▸ Exercise prompt
Could you show all lines in the entries below that contain the string "image"?
Content starts
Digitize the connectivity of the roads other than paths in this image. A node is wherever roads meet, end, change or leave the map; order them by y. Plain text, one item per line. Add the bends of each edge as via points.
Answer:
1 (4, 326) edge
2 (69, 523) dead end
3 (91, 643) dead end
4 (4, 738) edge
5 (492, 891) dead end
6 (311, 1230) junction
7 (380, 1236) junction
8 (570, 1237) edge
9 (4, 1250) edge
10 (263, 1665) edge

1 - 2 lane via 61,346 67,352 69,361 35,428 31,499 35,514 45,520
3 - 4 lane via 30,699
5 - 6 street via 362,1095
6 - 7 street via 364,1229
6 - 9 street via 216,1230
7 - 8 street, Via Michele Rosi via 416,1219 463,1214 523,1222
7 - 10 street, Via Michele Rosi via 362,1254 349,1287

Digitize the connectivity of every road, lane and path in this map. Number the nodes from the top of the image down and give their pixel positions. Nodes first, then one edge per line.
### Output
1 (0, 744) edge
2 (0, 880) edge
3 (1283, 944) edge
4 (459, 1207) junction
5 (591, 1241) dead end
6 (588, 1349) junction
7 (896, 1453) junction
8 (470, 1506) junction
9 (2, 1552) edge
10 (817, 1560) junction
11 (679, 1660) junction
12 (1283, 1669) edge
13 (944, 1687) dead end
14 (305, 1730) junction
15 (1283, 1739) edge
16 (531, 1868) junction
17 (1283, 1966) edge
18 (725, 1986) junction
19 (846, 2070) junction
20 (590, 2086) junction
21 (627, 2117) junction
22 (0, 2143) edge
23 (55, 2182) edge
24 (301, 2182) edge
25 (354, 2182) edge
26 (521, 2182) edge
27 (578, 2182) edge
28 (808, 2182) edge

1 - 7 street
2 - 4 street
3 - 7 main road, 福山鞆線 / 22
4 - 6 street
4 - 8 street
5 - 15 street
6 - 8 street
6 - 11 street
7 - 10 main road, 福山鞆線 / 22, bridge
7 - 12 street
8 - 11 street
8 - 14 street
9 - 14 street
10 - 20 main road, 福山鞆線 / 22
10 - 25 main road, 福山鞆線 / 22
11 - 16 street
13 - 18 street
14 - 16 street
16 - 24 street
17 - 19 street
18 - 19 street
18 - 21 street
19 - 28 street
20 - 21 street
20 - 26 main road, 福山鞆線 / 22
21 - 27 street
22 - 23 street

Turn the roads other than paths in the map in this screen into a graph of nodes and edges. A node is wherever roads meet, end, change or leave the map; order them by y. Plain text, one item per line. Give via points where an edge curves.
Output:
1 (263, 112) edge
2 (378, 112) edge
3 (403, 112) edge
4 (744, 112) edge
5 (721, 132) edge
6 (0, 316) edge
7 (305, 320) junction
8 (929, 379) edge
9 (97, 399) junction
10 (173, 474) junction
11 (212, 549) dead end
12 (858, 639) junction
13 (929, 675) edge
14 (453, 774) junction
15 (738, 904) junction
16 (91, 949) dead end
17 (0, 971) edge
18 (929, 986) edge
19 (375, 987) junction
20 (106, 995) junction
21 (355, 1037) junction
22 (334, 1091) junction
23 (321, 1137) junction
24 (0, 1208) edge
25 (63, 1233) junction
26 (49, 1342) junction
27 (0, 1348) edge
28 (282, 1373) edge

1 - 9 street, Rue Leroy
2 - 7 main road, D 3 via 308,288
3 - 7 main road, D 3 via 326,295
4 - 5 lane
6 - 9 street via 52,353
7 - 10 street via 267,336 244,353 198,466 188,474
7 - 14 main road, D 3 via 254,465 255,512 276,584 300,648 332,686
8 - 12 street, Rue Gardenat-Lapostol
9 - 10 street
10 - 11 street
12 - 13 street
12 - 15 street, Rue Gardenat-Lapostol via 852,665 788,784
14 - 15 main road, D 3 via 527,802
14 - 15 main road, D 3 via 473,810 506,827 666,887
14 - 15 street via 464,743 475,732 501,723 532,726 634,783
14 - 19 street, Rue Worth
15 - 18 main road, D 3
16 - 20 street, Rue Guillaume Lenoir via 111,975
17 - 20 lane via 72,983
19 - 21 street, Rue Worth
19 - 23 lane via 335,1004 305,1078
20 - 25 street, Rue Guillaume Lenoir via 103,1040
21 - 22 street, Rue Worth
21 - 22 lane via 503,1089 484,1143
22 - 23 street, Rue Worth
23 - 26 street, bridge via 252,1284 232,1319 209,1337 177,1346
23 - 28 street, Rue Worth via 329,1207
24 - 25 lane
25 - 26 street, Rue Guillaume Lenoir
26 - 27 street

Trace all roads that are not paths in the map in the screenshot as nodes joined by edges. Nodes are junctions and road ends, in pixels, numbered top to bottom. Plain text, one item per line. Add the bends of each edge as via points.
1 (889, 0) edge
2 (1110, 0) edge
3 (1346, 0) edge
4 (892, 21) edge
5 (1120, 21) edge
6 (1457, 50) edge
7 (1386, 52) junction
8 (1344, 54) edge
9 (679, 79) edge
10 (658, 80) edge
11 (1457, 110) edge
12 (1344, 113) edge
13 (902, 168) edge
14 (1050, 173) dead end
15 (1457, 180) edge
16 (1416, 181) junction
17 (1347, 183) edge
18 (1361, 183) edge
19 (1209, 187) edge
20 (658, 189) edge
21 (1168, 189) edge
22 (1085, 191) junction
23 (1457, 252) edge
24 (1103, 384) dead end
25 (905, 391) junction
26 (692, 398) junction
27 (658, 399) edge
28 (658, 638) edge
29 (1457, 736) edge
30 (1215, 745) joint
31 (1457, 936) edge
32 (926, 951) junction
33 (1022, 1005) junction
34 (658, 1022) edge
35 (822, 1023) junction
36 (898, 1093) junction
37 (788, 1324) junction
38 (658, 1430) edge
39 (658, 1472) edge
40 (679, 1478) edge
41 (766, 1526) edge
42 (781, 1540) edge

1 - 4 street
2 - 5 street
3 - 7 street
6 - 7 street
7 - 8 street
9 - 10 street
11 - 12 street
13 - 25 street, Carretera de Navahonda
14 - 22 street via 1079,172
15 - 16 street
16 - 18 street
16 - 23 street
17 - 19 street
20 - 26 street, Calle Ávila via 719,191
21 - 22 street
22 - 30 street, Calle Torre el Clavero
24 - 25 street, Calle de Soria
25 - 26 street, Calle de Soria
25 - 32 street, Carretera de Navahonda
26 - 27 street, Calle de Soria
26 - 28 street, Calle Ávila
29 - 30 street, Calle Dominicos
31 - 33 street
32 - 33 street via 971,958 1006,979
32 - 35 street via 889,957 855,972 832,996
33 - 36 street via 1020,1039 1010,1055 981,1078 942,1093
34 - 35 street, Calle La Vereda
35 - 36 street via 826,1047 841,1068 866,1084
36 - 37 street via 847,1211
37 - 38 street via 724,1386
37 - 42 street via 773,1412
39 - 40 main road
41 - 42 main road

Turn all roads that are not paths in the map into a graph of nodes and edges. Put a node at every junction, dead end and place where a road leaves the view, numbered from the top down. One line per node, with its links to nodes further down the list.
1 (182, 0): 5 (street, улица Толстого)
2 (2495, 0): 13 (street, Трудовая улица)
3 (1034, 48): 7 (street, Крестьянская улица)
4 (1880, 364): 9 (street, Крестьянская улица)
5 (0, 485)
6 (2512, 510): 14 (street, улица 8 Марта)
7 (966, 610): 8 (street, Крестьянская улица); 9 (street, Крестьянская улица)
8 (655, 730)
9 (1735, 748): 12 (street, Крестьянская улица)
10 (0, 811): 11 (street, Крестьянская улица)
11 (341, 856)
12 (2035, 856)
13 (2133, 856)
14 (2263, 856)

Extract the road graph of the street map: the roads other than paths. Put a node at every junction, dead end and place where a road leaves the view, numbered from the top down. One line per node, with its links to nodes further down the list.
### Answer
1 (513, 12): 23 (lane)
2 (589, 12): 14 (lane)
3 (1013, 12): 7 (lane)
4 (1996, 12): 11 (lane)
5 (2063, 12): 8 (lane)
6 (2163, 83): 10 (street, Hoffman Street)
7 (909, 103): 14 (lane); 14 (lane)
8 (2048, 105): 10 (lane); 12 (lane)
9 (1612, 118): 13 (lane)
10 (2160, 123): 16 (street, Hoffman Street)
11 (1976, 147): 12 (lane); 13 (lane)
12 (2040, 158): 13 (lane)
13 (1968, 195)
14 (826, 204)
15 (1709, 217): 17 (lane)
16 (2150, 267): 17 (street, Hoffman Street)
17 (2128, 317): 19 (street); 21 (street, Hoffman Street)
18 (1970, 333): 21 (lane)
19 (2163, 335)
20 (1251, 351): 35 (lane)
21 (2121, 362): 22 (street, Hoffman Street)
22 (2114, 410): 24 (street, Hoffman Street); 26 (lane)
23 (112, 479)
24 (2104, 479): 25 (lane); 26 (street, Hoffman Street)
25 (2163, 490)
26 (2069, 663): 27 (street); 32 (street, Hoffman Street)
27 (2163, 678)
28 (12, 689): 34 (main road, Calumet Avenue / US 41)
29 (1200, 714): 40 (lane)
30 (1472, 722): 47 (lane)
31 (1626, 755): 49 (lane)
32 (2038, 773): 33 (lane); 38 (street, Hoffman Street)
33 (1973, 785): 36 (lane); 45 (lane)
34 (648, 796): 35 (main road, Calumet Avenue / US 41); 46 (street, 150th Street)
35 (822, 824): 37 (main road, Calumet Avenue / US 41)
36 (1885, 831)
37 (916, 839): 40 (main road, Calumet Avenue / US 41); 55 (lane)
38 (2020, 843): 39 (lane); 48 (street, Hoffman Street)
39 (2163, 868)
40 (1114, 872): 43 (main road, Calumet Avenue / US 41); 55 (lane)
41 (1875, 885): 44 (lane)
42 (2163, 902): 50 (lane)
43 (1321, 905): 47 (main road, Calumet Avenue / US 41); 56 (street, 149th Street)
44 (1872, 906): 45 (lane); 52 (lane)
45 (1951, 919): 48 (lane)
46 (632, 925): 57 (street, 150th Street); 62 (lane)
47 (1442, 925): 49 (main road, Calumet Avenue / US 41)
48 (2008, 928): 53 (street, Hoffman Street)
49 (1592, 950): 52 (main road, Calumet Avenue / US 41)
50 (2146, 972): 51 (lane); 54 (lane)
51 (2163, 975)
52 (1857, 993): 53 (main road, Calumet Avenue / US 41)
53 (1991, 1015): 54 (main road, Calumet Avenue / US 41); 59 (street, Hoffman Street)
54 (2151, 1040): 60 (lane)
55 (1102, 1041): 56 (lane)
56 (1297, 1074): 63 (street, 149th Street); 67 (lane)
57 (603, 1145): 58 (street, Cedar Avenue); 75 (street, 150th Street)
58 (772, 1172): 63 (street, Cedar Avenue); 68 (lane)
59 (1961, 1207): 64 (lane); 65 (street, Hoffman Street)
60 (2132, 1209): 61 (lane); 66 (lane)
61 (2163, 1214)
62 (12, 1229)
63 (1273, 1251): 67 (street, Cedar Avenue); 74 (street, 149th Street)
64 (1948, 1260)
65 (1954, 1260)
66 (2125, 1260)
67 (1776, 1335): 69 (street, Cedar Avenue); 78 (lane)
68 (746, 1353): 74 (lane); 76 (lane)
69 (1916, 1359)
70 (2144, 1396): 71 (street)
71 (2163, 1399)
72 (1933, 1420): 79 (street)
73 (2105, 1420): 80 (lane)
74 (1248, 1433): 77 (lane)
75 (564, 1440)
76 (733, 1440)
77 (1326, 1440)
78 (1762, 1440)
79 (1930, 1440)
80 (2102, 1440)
Content ends
▸ Finished exercise
Digitize the connectivity of the roads other than paths in this image. A node is wherever roads meet, end, change or leave the map; order them by y. Plain text, one item per line. Add the bends of each edge as via points.
Digitize the connectivity of every road, lane and path in this map. Number the nodes from the top of the image down and give their pixel positions. Nodes first, then one edge per line.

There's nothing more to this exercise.